Step 2 – Authorize The Appropriate Level Of Care Desired By The Patient

The Patient behind this declaration can also choose to withhold, cease, or refuse any artificial feeding when suffering a terminal condition by marking the check box labeled “Includes” after the term “This Authorization…” (see example below). This checkbox statement, when selected, will be attached to the directive made by the second paragraph. However, if this statement should not be applied to the declaration above, leave the corresponding checkbox blank so that you can review the next option. One of these statements must be marked but since they contradict one another only one may be selected and applied with the language above.  If the Patient wishes to receive nutrients artificially even after the dying process has begun, then the second checkbox statement (labeled “Does Not Include”) should be selected. This statement will be attached to the above “Declaration” as a formal request that nutrients and hydration are provided to the Patient up to the point of death as needed (see below).
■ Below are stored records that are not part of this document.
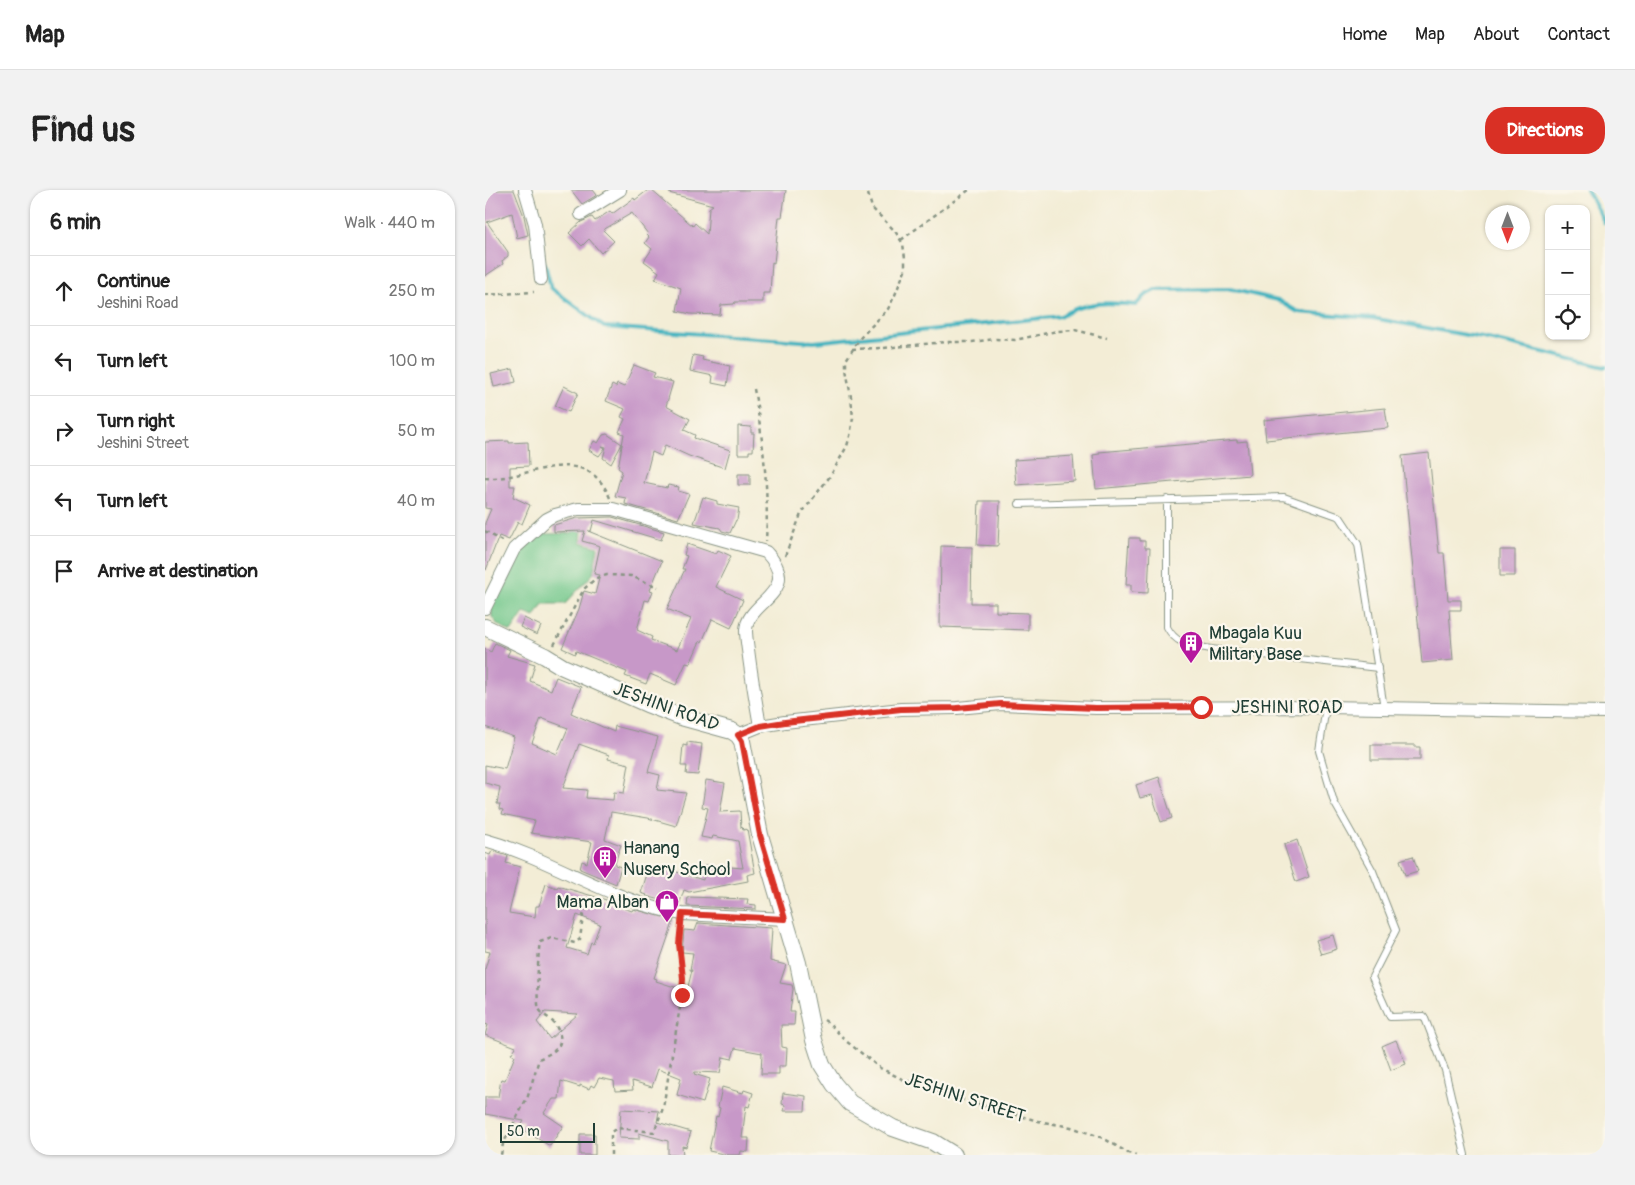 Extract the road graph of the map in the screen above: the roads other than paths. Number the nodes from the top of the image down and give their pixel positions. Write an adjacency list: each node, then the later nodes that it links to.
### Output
1 (525, 190): 4 (street)
2 (620, 190): 3 (street)
3 (581, 214)
4 (541, 279)
5 (1167, 499): 6 (lane); 9 (lane); 9 (lane)
6 (1019, 504)
7 (485, 608): 13 (street)
8 (485, 627): 14 (street, JESHINI ROAD)
9 (1378, 668): 11 (lane)
10 (1326, 707): 11 (street, JESHINI ROAD); 13 (street, JESHINI ROAD); 18 (lane)
11 (1384, 708): 12 (street, JESHINI ROAD)
12 (1605, 712)
13 (760, 726): 14 (street, JESHINI ROAD)
14 (738, 735): 16 (street)
15 (485, 840): 16 (street)
16 (785, 919): 17 (street)
17 (953, 1155)
18 (1465, 1155) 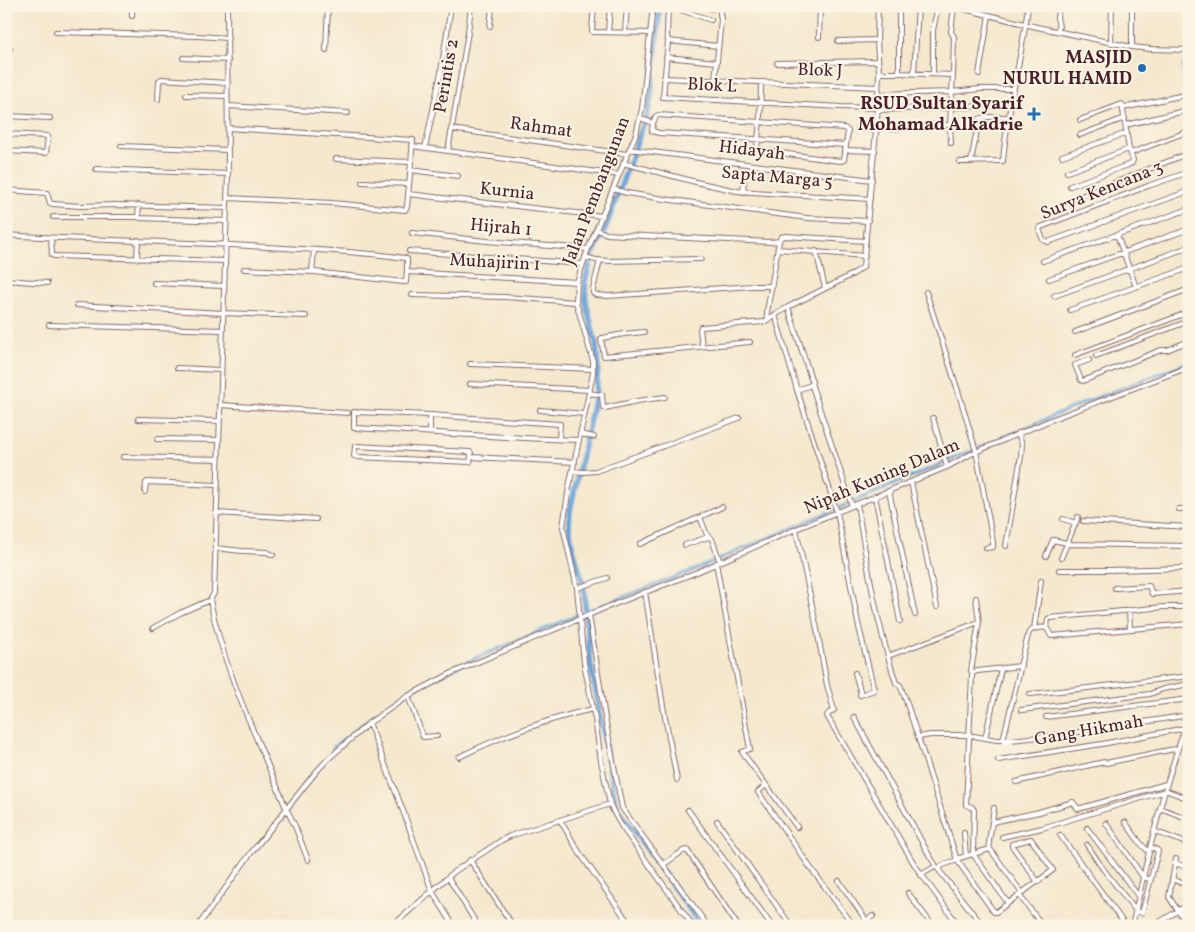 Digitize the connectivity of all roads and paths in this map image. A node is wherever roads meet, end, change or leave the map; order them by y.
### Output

Only one of these statements can be selected as clarification on the issue of nutrients.   

 

Step 3 – Set The Rhode Island Patient’s Declaration Date

The validity of this paperwork as a true and up-to-date representation of the Patient’s wishes can be demonstrated through the next few requested. The first of these will be the calendar date that marks the day when the Rhode Island Patient signs this paperwork to effect. This date should be distributed across three spaces after the words “Signed This…” Notice this information is requested as a two-digit calendar day, the name of the appropriate month, then the two-digit calendar year.   

 

Step 4 – Present The Effective Signature Of The Patient

The “Signature” line underneath the signature date statement must be signed by the Patient issuing this document on the concerned day. This act should be performed before two Witnesses. Clear identification of the Issuing Patient should be included with the signature he or she provided. To this end, the “Address” line has been set for a record of the Rhode Island Declarant’s or Patient’s full residential address to be presented. Once the Patient has completed furnishing this material, he or she must then hand the document to one of the Witnesses.

 

Step 5 – Acquire A Presentation Of The Witness Testimony

After the Rhode Island Witnesses have observed the Patient (or Declarant) signing the completed directive, each must read the testimony attesting to this action. To show agreement with this statement and validation that the Patient’s signature is authentic, the first Witness must sign the “Witness Signature” line directly under the statement “The Declarant Is Personally Known…” then announce the date of signature by recording it after the word “Date.”  Once this signature and accompanying date is provided, the First Witness must tend to the “Address” line below his or her signature with his or her own residential address.  The Second Witness will have his or her own area to perform the same actions. He or she will need to read the Witness testimonial then locate the available “Witness Signature” line. The Second Witness must sign his or her name on this line then attach the official signature date using the adjacent area.  The final requirement of the Second Witness will be to furnish a record of his or her residential address on the final blank line. Upon completing this requirement, the Patient (or Declarant) should take control of this document, make the needed amount of copies, so that he or she can keep the original, and dispense copies to any concerned Medical  Institutions.